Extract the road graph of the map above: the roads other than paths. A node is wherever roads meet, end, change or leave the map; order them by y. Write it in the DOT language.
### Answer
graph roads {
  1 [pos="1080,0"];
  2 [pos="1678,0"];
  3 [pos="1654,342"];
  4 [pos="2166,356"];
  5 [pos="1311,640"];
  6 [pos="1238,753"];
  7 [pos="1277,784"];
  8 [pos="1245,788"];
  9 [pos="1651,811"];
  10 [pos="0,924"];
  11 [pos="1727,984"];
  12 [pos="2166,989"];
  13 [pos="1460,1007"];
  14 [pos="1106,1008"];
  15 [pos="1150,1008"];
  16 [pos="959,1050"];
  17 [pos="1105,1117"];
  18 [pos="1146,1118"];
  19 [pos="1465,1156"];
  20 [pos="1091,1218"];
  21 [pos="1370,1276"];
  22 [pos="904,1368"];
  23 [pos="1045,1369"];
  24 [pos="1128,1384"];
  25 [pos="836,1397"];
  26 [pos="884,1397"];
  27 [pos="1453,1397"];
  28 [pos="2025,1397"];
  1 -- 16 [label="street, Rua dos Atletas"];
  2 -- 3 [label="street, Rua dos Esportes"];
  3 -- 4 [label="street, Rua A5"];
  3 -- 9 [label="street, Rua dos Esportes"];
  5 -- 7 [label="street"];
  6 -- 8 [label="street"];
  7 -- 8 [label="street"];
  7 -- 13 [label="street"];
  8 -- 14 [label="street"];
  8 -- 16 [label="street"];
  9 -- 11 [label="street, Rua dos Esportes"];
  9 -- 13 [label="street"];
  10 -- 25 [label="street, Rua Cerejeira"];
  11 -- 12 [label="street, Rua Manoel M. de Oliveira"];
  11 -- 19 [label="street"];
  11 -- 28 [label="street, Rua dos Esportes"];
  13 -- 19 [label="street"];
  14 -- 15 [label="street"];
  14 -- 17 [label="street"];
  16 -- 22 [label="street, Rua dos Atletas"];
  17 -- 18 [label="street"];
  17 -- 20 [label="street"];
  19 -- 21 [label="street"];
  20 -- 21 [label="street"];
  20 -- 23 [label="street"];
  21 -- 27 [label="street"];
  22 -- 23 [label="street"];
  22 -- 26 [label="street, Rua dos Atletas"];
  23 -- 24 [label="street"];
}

> _TO DO_
Reproduce the whole of the records exactly, so that no line differs from the source above.

> _TASK RESULT_
Extract the road graph of the map above: the roads other than paths. A node is wherever roads meet, end, change or leave the map; order them by y. Write it in the DOT language.
### Answer
graph roads {
  1 [pos="1080,0"];
  2 [pos="1678,0"];
  3 [pos="1654,342"];
  4 [pos="2166,356"];
  5 [pos="1311,640"];
  6 [pos="1238,753"];
  7 [pos="1277,784"];
  8 [pos="1245,788"];
  9 [pos="1651,811"];
  10 [pos="0,924"];
  11 [pos="1727,984"];
  12 [pos="2166,989"];
  13 [pos="1460,1007"];
  14 [pos="1106,1008"];
  15 [pos="1150,1008"];
  16 [pos="959,1050"];
  17 [pos="1105,1117"];
  18 [pos="1146,1118"];
  19 [pos="1465,1156"];
  20 [pos="1091,1218"];
  21 [pos="1370,1276"];
  22 [pos="904,1368"];
  23 [pos="1045,1369"];
  24 [pos="1128,1384"];
  25 [pos="836,1397"];
  26 [pos="884,1397"];
  27 [pos="1453,1397"];
  28 [pos="2025,1397"];
  1 -- 16 [label="street, Rua dos Atletas"];
  2 -- 3 [label="street, Rua dos Esportes"];
  3 -- 4 [label="street, Rua A5"];
  3 -- 9 [label="street, Rua dos Esportes"];
  5 -- 7 [label="street"];
  6 -- 8 [label="street"];
  7 -- 8 [label="street"];
  7 -- 13 [label="street"];
  8 -- 14 [label="street"];
  8 -- 16 [label="street"];
  9 -- 11 [label="street, Rua dos Esportes"];
  9 -- 13 [label="street"];
  10 -- 25 [label="street, Rua Cerejeira"];
  11 -- 12 [label="street, Rua Manoel M. de Oliveira"];
  11 -- 19 [label="street"];
  11 -- 28 [label="street, Rua dos Esportes"];
  13 -- 19 [label="street"];
  14 -- 15 [label="street"];
  14 -- 17 [label="street"];
  16 -- 22 [label="street, Rua dos Atletas"];
  17 -- 18 [label="street"];
  17 -- 20 [label="street"];
  19 -- 21 [label="street"];
  20 -- 21 [label="street"];
  20 -- 23 [label="street"];
  21 -- 27 [label="street"];
  22 -- 23 [label="street"];
  22 -- 26 [label="street, Rua dos Atletas"];
  23 -- 24 [label="street"];
}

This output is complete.